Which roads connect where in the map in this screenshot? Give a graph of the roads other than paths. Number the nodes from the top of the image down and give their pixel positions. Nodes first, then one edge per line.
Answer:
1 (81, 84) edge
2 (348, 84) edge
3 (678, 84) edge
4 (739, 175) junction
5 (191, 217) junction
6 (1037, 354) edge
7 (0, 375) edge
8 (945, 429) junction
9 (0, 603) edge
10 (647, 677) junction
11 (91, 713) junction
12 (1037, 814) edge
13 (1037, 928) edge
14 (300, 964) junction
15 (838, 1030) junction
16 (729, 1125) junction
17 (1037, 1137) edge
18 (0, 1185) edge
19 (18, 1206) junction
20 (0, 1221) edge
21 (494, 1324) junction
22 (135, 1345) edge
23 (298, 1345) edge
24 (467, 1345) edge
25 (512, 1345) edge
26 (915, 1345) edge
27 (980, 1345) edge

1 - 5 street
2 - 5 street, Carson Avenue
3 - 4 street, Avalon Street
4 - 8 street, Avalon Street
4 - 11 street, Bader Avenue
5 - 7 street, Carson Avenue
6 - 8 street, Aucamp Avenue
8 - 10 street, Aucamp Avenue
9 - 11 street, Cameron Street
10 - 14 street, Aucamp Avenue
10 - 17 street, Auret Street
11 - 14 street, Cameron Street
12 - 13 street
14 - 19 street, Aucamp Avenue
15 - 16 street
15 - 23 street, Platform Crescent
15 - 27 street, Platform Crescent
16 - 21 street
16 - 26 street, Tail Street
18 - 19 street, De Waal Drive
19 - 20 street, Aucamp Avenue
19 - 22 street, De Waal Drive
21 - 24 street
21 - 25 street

> Instructions for the task: Copy out the data in full, exactly.

> Exercise answer:
Which roads connect where in the map in this screenshot? Give a graph of the roads other than paths. Number the nodes from the top of the image down and give their pixel positions. Nodes first, then one edge per line.
Answer:
1 (81, 84) edge
2 (348, 84) edge
3 (678, 84) edge
4 (739, 175) junction
5 (191, 217) junction
6 (1037, 354) edge
7 (0, 375) edge
8 (945, 429) junction
9 (0, 603) edge
10 (647, 677) junction
11 (91, 713) junction
12 (1037, 814) edge
13 (1037, 928) edge
14 (300, 964) junction
15 (838, 1030) junction
16 (729, 1125) junction
17 (1037, 1137) edge
18 (0, 1185) edge
19 (18, 1206) junction
20 (0, 1221) edge
21 (494, 1324) junction
22 (135, 1345) edge
23 (298, 1345) edge
24 (467, 1345) edge
25 (512, 1345) edge
26 (915, 1345) edge
27 (980, 1345) edge

1 - 5 street
2 - 5 street, Carson Avenue
3 - 4 street, Avalon Street
4 - 8 street, Avalon Street
4 - 11 street, Bader Avenue
5 - 7 street, Carson Avenue
6 - 8 street, Aucamp Avenue
8 - 10 street, Aucamp Avenue
9 - 11 street, Cameron Street
10 - 14 street, Aucamp Avenue
10 - 17 street, Auret Street
11 - 14 street, Cameron Street
12 - 13 street
14 - 19 street, Aucamp Avenue
15 - 16 street
15 - 23 street, Platform Crescent
15 - 27 street, Platform Crescent
16 - 21 street
16 - 26 street, Tail Street
18 - 19 street, De Waal Drive
19 - 20 street, Aucamp Avenue
19 - 22 street, De Waal Drive
21 - 24 street
21 - 25 street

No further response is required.